◆ WHAT THE EXERCISE ASKS ◆
Take each line of the listing that has the string "bridge" and report it.

◆ DATA RECORDS ◆
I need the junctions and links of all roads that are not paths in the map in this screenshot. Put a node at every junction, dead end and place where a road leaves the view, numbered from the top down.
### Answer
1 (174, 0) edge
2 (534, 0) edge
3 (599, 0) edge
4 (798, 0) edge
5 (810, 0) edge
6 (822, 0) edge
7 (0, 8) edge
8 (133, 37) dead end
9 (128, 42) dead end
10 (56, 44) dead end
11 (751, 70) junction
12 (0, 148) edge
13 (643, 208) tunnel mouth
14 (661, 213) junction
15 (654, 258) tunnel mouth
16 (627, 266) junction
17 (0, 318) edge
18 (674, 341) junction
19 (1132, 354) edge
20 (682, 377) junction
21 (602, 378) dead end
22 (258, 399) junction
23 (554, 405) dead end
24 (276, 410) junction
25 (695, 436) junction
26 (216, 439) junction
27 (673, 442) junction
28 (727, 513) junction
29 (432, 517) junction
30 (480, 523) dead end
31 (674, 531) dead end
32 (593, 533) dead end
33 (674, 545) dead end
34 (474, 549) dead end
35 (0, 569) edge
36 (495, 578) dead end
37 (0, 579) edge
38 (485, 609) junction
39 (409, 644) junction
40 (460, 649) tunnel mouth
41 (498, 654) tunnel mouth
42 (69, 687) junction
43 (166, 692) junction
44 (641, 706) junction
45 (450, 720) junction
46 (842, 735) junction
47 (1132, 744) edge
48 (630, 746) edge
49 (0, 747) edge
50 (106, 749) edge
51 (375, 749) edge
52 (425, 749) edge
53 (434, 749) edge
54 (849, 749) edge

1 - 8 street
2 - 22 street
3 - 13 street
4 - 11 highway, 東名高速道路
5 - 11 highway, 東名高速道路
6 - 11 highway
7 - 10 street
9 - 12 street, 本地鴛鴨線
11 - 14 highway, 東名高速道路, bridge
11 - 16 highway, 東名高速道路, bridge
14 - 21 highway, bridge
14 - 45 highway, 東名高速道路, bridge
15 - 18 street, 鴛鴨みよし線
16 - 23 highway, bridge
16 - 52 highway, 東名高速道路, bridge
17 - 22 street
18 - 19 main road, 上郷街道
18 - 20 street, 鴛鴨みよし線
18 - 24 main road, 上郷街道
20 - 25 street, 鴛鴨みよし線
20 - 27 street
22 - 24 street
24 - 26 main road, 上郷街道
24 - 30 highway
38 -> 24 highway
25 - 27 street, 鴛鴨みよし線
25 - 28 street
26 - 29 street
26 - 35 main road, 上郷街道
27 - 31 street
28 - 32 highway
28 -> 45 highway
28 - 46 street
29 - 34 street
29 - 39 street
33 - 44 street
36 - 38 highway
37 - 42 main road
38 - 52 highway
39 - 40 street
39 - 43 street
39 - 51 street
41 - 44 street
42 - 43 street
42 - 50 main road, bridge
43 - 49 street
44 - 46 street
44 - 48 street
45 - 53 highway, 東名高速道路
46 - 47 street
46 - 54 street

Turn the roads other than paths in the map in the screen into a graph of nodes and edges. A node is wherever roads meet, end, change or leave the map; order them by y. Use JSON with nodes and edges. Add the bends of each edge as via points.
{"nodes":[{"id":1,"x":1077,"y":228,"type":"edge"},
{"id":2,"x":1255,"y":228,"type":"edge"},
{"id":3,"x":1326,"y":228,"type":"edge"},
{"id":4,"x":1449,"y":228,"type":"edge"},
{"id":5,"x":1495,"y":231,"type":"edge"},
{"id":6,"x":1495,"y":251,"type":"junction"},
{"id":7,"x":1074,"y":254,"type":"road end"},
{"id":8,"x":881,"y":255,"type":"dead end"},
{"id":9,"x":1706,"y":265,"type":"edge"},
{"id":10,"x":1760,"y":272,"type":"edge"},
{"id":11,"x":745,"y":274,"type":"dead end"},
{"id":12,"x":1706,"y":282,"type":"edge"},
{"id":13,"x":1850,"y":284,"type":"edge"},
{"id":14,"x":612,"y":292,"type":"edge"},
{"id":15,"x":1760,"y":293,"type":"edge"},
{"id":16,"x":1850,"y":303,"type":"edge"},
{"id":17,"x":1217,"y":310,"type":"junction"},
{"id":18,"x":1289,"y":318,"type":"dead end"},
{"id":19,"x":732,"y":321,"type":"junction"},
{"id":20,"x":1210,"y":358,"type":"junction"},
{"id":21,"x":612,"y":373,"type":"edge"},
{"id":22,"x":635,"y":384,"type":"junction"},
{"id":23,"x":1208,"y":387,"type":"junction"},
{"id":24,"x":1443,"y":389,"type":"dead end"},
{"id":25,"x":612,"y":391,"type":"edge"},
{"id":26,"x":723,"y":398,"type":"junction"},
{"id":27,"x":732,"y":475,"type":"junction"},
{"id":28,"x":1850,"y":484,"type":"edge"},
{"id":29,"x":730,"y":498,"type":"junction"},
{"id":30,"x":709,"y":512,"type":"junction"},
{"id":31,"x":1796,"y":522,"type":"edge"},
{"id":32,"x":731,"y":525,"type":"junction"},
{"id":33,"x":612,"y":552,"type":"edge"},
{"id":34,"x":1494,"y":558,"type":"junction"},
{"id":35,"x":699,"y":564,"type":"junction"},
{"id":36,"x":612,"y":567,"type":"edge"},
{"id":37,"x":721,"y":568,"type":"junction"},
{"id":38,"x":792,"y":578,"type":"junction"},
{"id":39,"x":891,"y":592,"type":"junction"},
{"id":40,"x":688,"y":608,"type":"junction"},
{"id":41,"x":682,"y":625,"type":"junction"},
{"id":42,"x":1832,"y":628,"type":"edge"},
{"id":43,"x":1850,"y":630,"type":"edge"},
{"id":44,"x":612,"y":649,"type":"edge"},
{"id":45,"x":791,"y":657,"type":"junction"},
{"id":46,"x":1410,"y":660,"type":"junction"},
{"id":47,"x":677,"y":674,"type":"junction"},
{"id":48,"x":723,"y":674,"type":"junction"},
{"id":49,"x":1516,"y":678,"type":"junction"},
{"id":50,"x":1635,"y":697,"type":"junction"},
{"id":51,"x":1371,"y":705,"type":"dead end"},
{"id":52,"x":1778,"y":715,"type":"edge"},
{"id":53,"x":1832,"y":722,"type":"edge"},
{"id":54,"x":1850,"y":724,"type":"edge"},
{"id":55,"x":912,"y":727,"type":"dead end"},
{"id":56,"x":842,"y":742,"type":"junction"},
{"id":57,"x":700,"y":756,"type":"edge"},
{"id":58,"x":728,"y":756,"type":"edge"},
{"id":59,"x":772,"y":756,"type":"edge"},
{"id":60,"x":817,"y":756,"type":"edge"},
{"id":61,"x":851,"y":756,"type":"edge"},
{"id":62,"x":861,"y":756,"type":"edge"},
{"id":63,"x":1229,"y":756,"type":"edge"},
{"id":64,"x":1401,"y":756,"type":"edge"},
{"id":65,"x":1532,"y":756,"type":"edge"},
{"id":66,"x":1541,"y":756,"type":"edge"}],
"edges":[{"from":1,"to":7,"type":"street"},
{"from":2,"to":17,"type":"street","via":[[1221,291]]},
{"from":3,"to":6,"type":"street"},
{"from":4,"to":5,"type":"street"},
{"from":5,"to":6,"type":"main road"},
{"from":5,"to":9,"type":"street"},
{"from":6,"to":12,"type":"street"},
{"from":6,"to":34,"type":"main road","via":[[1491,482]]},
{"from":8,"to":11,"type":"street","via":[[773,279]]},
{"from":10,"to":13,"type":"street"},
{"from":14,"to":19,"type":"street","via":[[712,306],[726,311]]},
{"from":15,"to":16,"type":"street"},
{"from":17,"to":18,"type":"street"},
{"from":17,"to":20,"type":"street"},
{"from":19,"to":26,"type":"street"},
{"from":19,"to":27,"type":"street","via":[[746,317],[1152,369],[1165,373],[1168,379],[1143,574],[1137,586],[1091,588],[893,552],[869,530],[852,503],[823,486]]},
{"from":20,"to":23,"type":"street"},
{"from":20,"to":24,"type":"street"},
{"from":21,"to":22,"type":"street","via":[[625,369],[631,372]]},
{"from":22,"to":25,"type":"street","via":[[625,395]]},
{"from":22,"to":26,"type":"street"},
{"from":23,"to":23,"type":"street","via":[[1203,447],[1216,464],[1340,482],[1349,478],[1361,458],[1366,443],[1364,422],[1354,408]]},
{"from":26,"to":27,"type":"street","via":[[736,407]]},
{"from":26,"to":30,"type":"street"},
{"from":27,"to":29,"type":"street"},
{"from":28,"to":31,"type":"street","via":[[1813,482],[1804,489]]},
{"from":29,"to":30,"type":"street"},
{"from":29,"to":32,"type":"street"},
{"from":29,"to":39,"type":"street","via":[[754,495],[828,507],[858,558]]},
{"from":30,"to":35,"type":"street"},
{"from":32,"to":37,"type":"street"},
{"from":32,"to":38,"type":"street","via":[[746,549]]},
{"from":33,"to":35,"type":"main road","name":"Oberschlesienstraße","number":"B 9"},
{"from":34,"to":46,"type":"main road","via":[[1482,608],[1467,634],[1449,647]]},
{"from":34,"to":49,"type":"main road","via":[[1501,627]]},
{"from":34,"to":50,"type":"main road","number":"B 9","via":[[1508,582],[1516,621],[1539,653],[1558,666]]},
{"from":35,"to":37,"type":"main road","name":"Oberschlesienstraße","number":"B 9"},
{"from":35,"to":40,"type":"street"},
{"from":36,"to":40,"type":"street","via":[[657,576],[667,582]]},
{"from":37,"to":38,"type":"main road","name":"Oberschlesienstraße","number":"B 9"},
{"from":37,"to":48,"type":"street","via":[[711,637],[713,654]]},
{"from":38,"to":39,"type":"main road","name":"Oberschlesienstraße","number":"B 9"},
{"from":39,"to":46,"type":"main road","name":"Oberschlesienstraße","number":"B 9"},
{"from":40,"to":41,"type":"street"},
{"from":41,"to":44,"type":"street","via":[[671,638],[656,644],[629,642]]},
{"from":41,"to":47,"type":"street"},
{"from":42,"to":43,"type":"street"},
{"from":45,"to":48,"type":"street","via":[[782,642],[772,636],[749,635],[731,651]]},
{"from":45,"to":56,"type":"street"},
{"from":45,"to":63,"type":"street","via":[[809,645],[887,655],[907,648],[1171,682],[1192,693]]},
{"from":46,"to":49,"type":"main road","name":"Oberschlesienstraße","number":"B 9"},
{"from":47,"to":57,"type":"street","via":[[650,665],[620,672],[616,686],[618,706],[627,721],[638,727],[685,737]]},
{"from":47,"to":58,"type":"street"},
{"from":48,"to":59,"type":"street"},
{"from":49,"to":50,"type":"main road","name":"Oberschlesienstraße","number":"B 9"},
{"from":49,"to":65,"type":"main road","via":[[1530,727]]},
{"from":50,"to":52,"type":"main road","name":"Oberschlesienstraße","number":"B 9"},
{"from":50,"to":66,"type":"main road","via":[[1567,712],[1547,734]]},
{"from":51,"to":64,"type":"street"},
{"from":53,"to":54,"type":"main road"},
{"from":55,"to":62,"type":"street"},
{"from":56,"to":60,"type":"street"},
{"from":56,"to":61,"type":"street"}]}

◆ PROBLEM SOLUTION ◆
11 - 14 highway, 東名高速道路, bridge
11 - 16 highway, 東名高速道路, bridge
14 - 21 highway, bridge
14 - 45 highway, 東名高速道路, bridge
16 - 23 highway, bridge
16 - 52 highway, 東名高速道路, bridge
42 - 50 main road, bridge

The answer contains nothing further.